#!/bin/bash
#
# Script to create test dataset 3: Photos
# Duplicate-finder testing methodology v3.4
#
# Creates 5000 "photo" files:
#   - Folder A: 2500 files + their APFS clones (Cmd+D equivalent)
#   - Folder B: 2500 files + copies in subfolder C
#
# Expected result: 5000 groups of 2 files
#

set -e

# ============================================================================
# SETTINGS
# ============================================================================

BASE_DIR="$HOME/DuplicateTest/Dataset_03_Photos"
LOG_DIR="$BASE_DIR/logs"
LOG_FILE="$LOG_DIR/dataset_creation_$(date +%Y%m%d_%H%M%S).log"

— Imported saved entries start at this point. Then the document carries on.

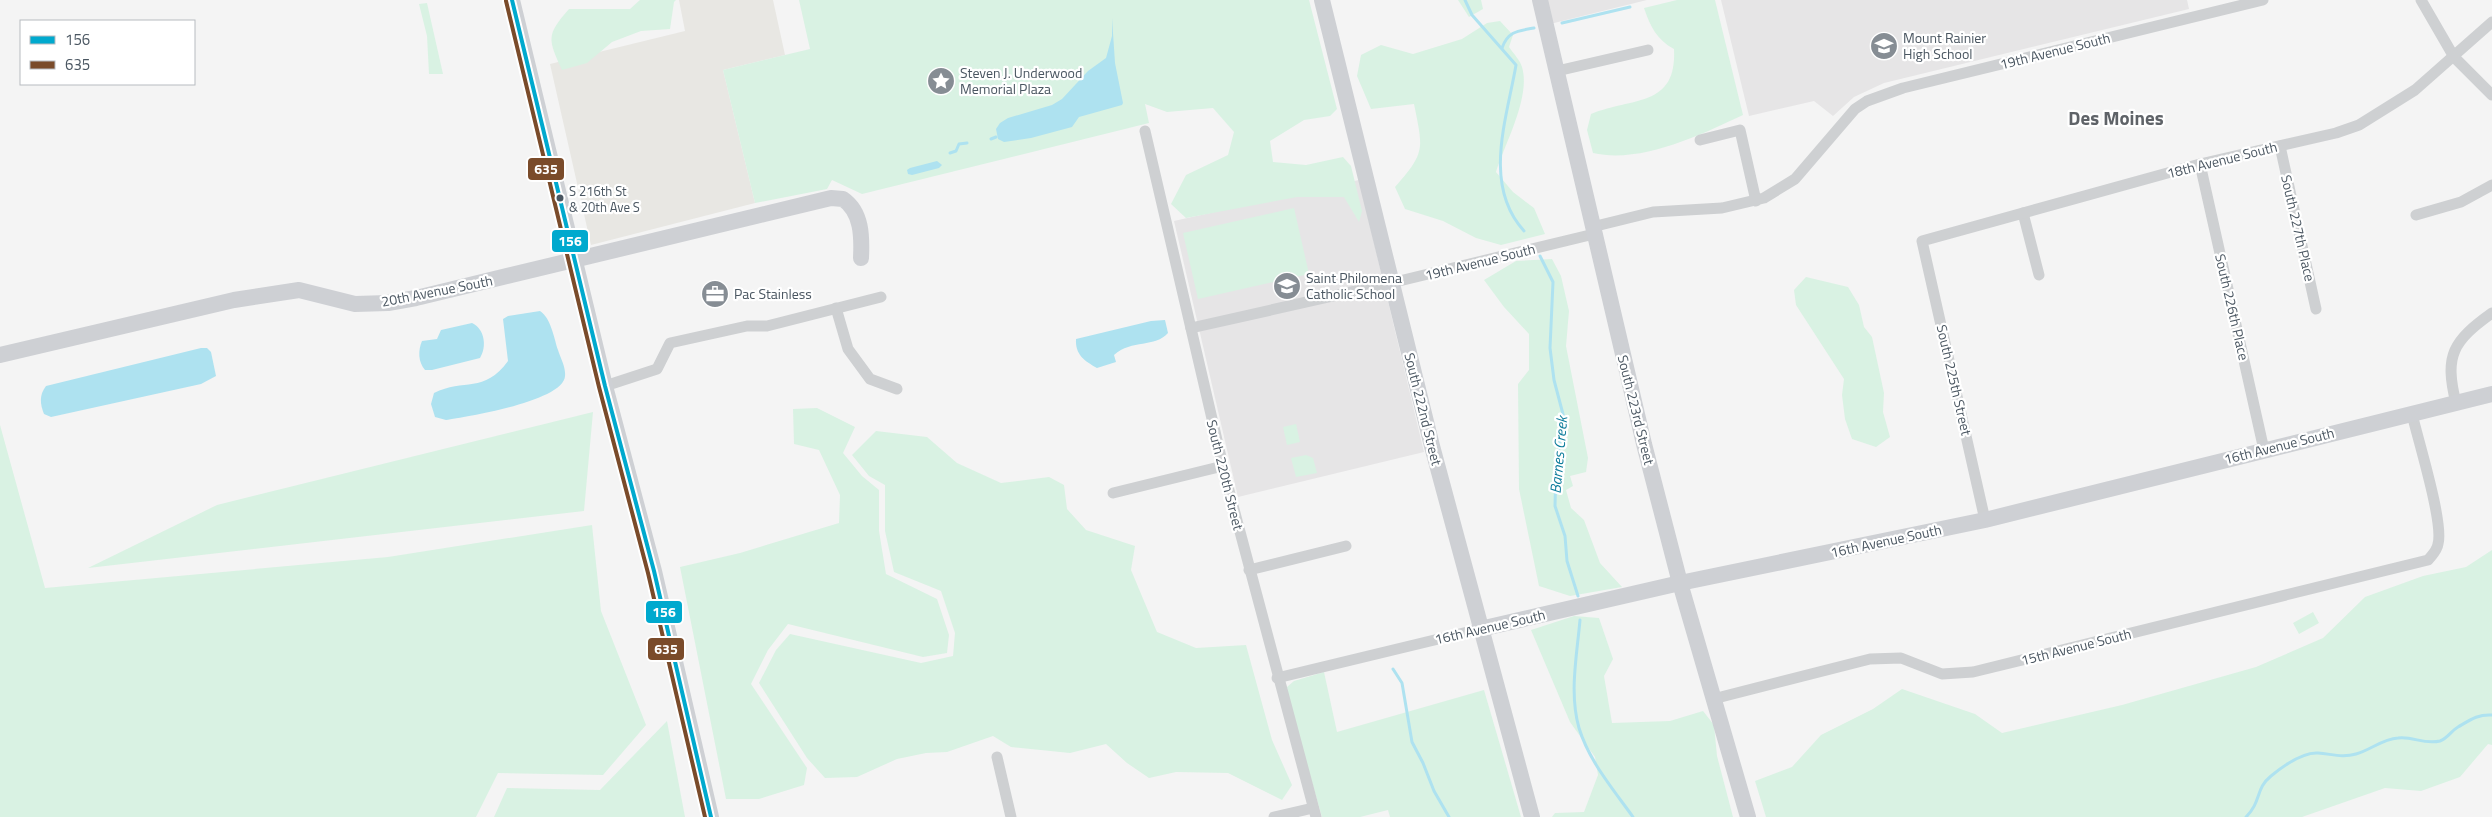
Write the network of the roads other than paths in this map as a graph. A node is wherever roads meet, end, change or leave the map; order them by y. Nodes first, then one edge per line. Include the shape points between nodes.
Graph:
1 (512, 0) edge
2 (1322, 0) edge
3 (1540, 0) edge
4 (2263, 0) edge
5 (2421, 0) edge
6 (2492, 22) edge
7 (1648, 50) dead end
8 (2454, 57) junction
9 (1557, 71) junction
10 (2492, 95) edge
11 (1145, 131) dead end
12 (1700, 140) dead end
13 (2280, 146) junction
14 (2200, 164) junction
15 (2492, 185) edge
16 (1756, 201) junction
17 (2023, 213) junction
18 (2416, 215) dead end
19 (1593, 231) junction
20 (1922, 241) joint
21 (861, 258) dead end
22 (575, 260) junction
23 (2039, 276) dead end
24 (1391, 284) junction
25 (881, 297) dead end
26 (836, 308) junction
27 (2316, 309) dead end
28 (2492, 312) edge
29 (1191, 328) junction
30 (0, 355) edge
31 (605, 386) junction
32 (898, 390) dead end
33 (2492, 394) edge
34 (2456, 403) junction
35 (2412, 414) junction
36 (2264, 450) junction
37 (1223, 466) junction
38 (1113, 494) dead end
39 (1985, 520) junction
40 (1346, 546) dead end
41 (1249, 570) junction
42 (1680, 583) junction
43 (1480, 628) junction
44 (1277, 678) junction
45 (1714, 699) junction
46 (997, 757) dead end
47 (1314, 812) edge
48 (711, 817) edge
49 (1011, 817) edge
50 (1274, 817) edge
51 (1532, 817) edge
52 (1748, 817) edge

1 - 22 street
2 - 24 street, South 222nd Street
3 - 9 street, South 223rd Street
4 - 16 street, 19th Avenue South via 1882,95 1855,108 1795,179
5 - 8 street
6 - 8 street, 18th Avenue South
7 - 9 street
8 - 10 street
8 - 13 street, 18th Avenue South via 2415,90 2359,125
9 - 19 street, South 223rd Street
11 - 29 street, South 220th Street
12 - 16 street via 1740,130
13 - 14 street, 18th Avenue South
13 - 27 street, South 227th Place
14 - 17 street, 18th Avenue South
14 - 36 street, South 226th Place
15 - 18 street via 2461,202
16 - 19 street, 19th Avenue South via 1722,208 1653,212
17 - 20 street, 18th Avenue South
17 - 23 street
19 - 24 street, 19th Avenue South
19 - 42 street, South 223rd Street
20 - 39 street, South 225th Street
21 - 22 street, 20th Avenue South via 859,222 850,204 843,199 831,198
22 - 30 street, 20th Avenue South via 388,303 355,304 299,290 234,300
22 - 31 street
24 - 29 street, 19th Avenue South
24 - 43 street, South 222nd Street
25 - 26 street
26 - 31 street via 768,326 747,326 670,343 657,369
26 - 32 street via 848,350 870,380
28 - 34 street via 2455,348 2450,375
29 - 37 street, South 220th Street
31 - 48 street via 654,571
33 - 34 street, 16th Avenue South
34 - 35 street, 16th Avenue South
35 - 36 street, 16th Avenue South
35 - 45 street, 15th Avenue South via 2438,524 2436,551 2428,560 1973,672 1942,674 1889,656
36 - 39 street, 16th Avenue South
37 - 38 street
37 - 41 street, South 220th Street
39 - 42 street, 16th Avenue South
40 - 41 street
41 - 44 street, South 220th Street
42 - 43 street, 16th Avenue South
42 - 45 street, South 223rd Street
43 - 44 street, 16th Avenue South
43 - 51 street, South 222nd Street
44 - 47 street, South 220th Street
45 - 52 street, South 223rd Street
46 - 49 street
47 - 50 street

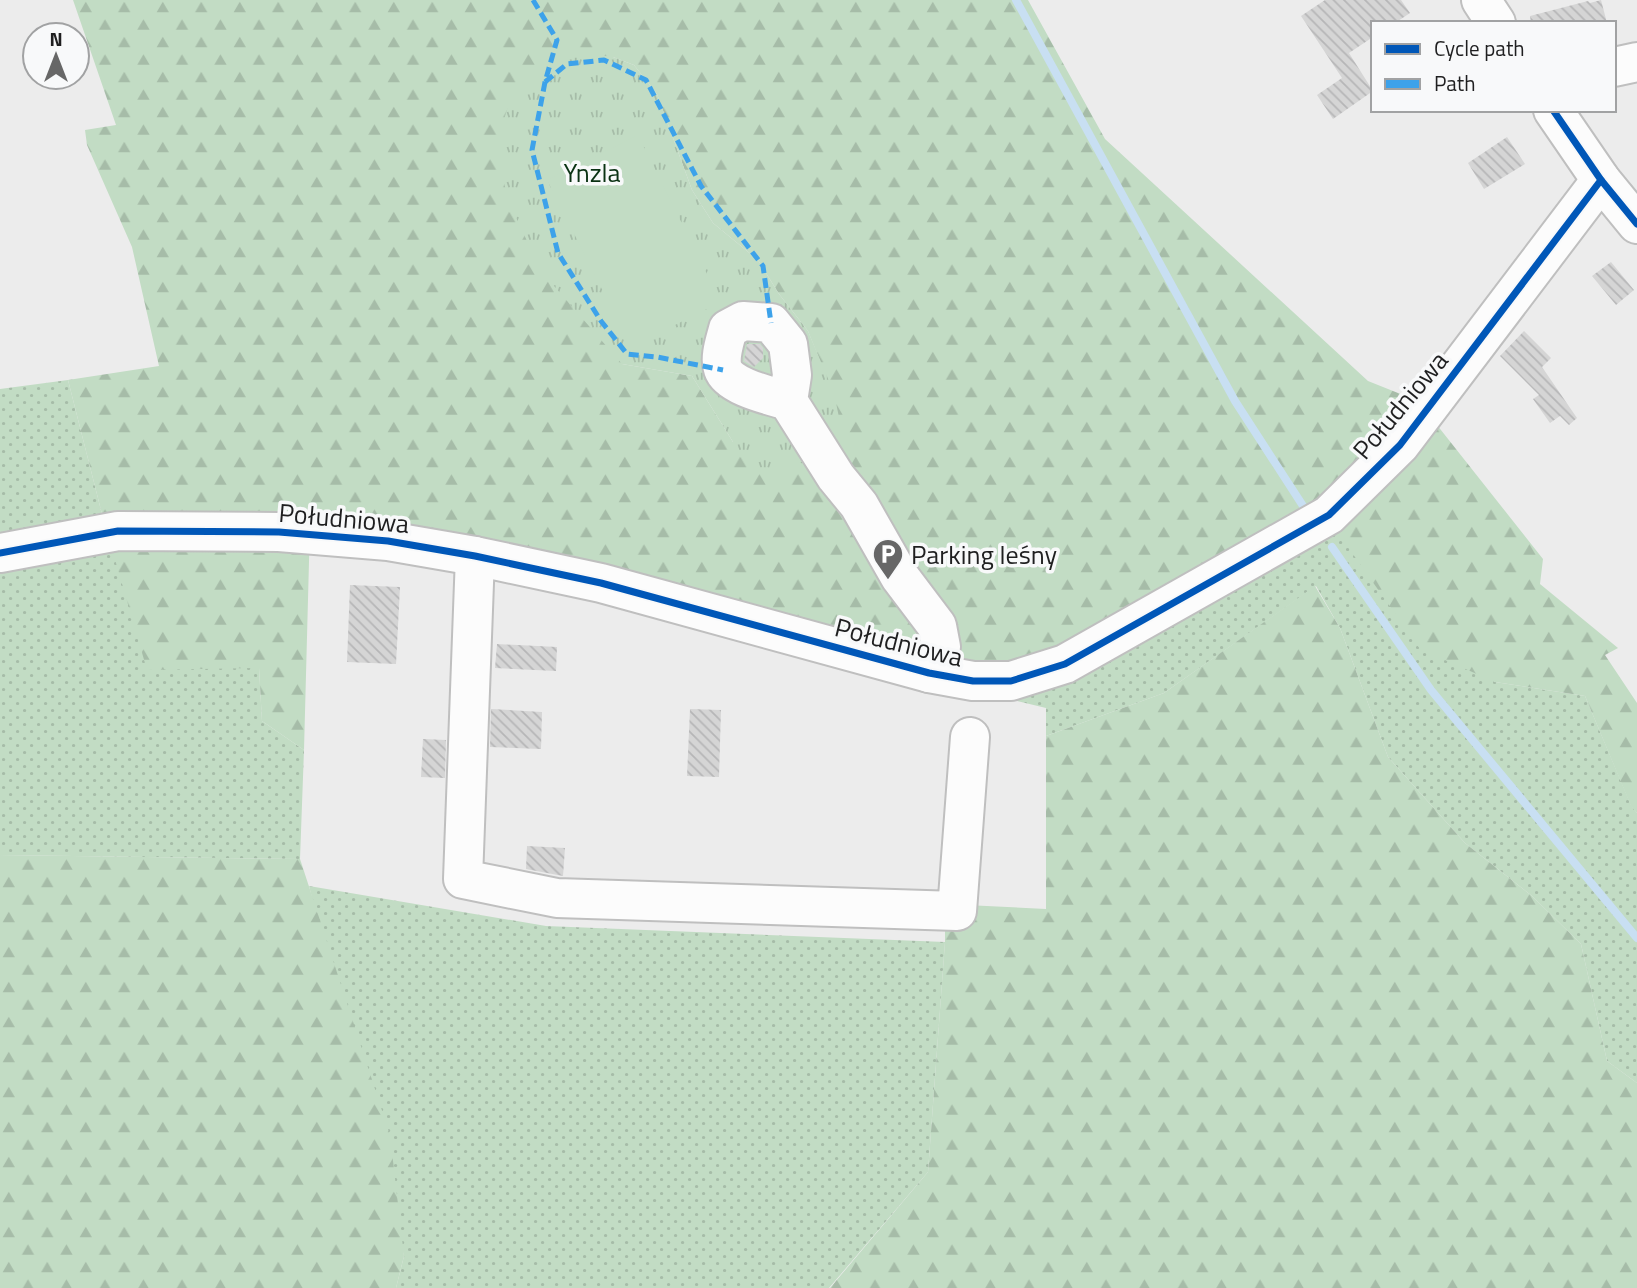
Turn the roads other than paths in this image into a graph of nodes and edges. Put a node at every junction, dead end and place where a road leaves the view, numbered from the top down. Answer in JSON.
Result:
{"nodes":[{"id":1,"x":1481,"y":0,"type":"edge"},
{"id":2,"x":1495,"y":21,"type":"edge"},
{"id":3,"x":1637,"y":62,"type":"edge"},
{"id":4,"x":1616,"y":67,"type":"edge"},
{"id":5,"x":1554,"y":112,"type":"edge"},
{"id":6,"x":1601,"y":180,"type":"junction"},
{"id":7,"x":1637,"y":224,"type":"edge"},
{"id":8,"x":788,"y":401,"type":"dead end"},
{"id":9,"x":0,"y":554,"type":"edge"},
{"id":10,"x":475,"y":556,"type":"junction"},
{"id":11,"x":929,"y":673,"type":"junction"},
{"id":12,"x":970,"y":737,"type":"dead end"}],
"edges":[{"from":1,"to":2,"type":"street"},
{"from":3,"to":4,"type":"street"},
{"from":5,"to":6,"type":"street"},
{"from":6,"to":7,"type":"street"},
{"from":6,"to":11,"type":"street","name":"Południowa"},
{"from":8,"to":11,"type":"street"},
{"from":9,"to":10,"type":"street","name":"Południowa"},
{"from":10,"to":11,"type":"street","name":"Południowa"},
{"from":10,"to":12,"type":"street"}]}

# Number of files in each folder
FILES_PER_FOLDER=2500

# File size (in KB) - JPEG imitation
FILE_SIZE_KB=500

# ============================================================================
# FUNCTIONS
# ============================================================================

log() {
    local message="$1"
    local timestamp=$(date "+%Y-%m-%d %H:%M:%S")
    echo "[$timestamp] $message" | tee -a "$LOG_FILE"
}

create_photo_file() {
    local filepath="$1"
    local size_kb="$2"

    # Create a file with pseudo-random content
    dd if=/dev/urandom of="$filepath" bs=1024 count="$size_kb" 2>/dev/null
}

# ============================================================================
# MAIN SCRIPT
# ============================================================================

echo "============================================================"
echo "  Creating test dataset 3: Photos"
echo "  Methodology v3.4"
echo "============================================================"
echo ""

# Create directories
mkdir -p "$BASE_DIR/A"
mkdir -p "$BASE_DIR/B/C"
mkdir -p "$LOG_DIR"

log "Starting creation of test dataset 3"
log "Base directory: $BASE_DIR"
log "Files in folder A: $FILES_PER_FOLDER (+ clones)"
log "Files in folder B: $FILES_PER_FOLDER (+ copies in C)"

# Counters
total_files=0
total_groups=0

# ============================================================================
# FOLDER A: Originals + APFS clones
# ============================================================================

echo ""
log "Creating files in folder A (with APFS clones)..."
echo ""

for i in $(seq 1 $FILES_PER_FOLDER); do
    filename=$(printf "photo_A_%05d.jpg" $i)
    original="$BASE_DIR/A/$filename"

    # Show progress every 100 files
    if (( i % 100 == 0 )); then
        echo "  Folder A: $i / $FILES_PER_FOLDER..."
    fi

    # Create original
    create_photo_file "$original" "$FILE_SIZE_KB"
    ((total_files++))

    # Create APFS clone (cp -c creates a clone on APFS)
    clone="${original%.jpg} copy.jpg"
    cp -c "$original" "$clone" 2>/dev/null || cp "$original" "$clone"
    ((total_files++))
    ((total_groups++))
done

log "Folder A: created $FILES_PER_FOLDER originals + $FILES_PER_FOLDER clones"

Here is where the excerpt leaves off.